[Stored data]
=======

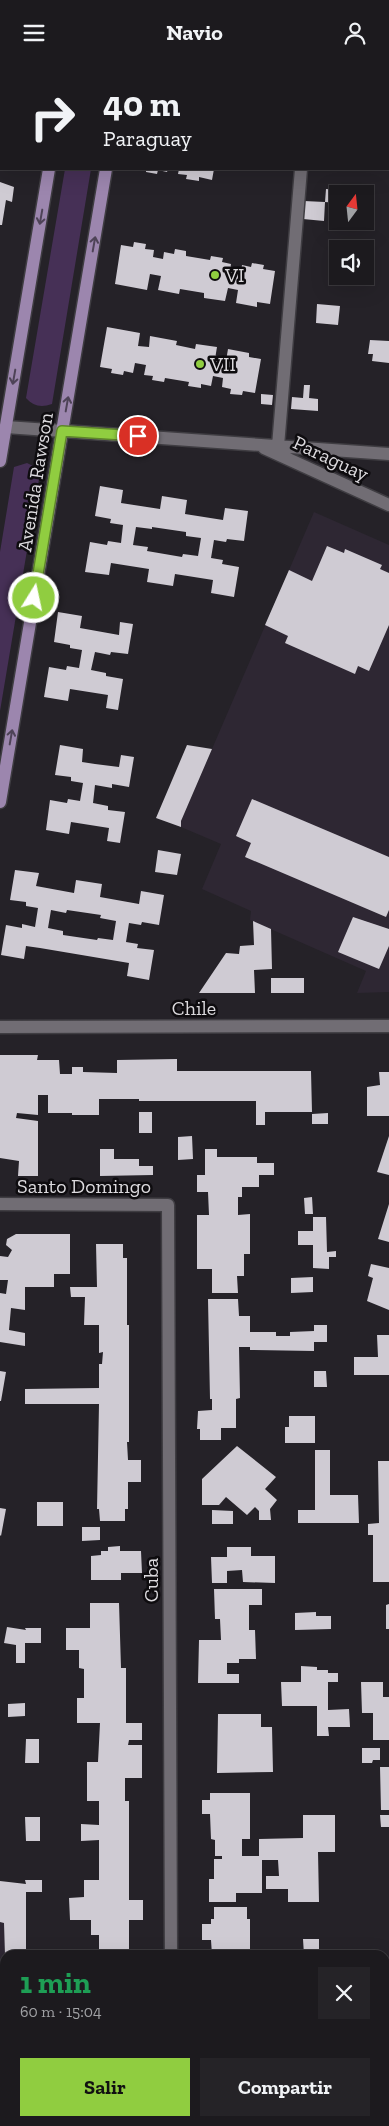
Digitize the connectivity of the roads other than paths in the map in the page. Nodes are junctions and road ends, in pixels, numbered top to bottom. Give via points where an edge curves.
1 (49, 170) edge
2 (106, 170) edge
3 (301, 170) edge
4 (6, 427) junction
5 (62, 431) junction
6 (258, 445) junction
7 (278, 446) junction
8 (389, 454) edge
9 (0, 461) edge
10 (389, 505) edge
11 (0, 802) edge
12 (389, 1026) edge
13 (0, 1027) edge
14 (0, 1204) edge
15 (168, 1205) joint
16 (171, 1950) edge

1 -> 4 main road, Avenida Rawson
5 -> 2 main road, Avenida Rawson
3 - 7 street
4 - 5 street, Paraguay
4 - 9 main road, Avenida Rawson
5 - 6 street, Paraguay
11 -> 5 main road, Avenida Rawson
6 - 7 street, Paraguay
6 - 10 street, Paraguay
7 - 8 street, Paraguay
12 - 13 street, Chile
14 - 15 street, Santo Domingo
15 - 16 street, Cuba

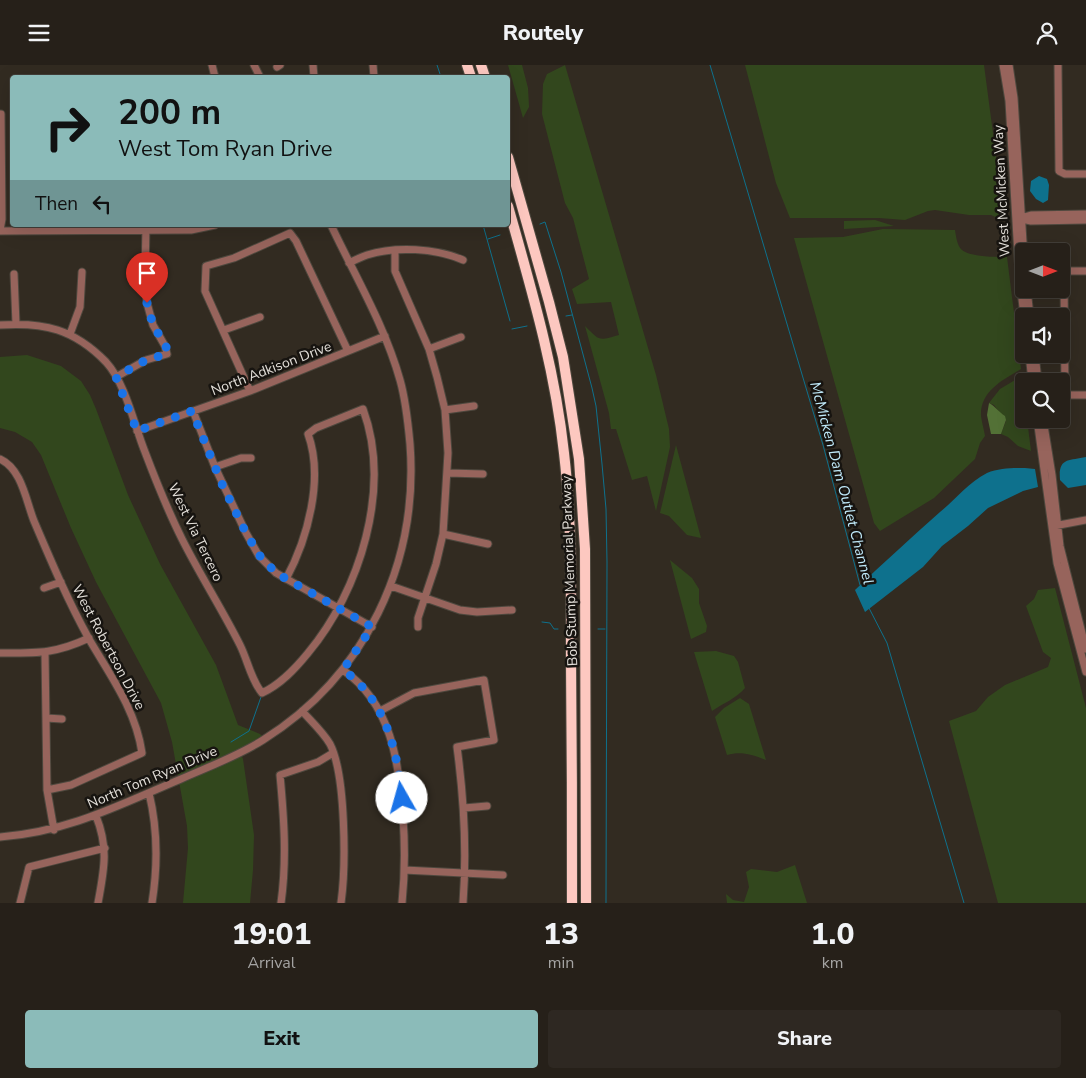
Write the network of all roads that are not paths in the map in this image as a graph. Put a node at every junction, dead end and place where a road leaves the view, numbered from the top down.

=======

* Task brief
What the reply must contain is an exact transcription of the data above and none of its pictures.

* The completed task
Digitize the connectivity of the roads other than paths in the map in the page. Nodes are junctions and road ends, in pixels, numbered top to bottom. Give via points where an edge curves.
1 (49, 170) edge
2 (106, 170) edge
3 (301, 170) edge
4 (6, 427) junction
5 (62, 431) junction
6 (258, 445) junction
7 (278, 446) junction
8 (389, 454) edge
9 (0, 461) edge
10 (389, 505) edge
11 (0, 802) edge
12 (389, 1026) edge
13 (0, 1027) edge
14 (0, 1204) edge
15 (168, 1205) joint
16 (171, 1950) edge

1 -> 4 main road, Avenida Rawson
5 -> 2 main road, Avenida Rawson
3 - 7 street
4 - 5 street, Paraguay
4 - 9 main road, Avenida Rawson
5 - 6 street, Paraguay
11 -> 5 main road, Avenida Rawson
6 - 7 street, Paraguay
6 - 10 street, Paraguay
7 - 8 street, Paraguay
12 - 13 street, Chile
14 - 15 street, Santo Domingo
15 - 16 street, Cuba

Write the network of all roads that are not paths in the map in this image as a graph. Put a node at every junction, dead end and place where a road leaves the view, numbered from the top down.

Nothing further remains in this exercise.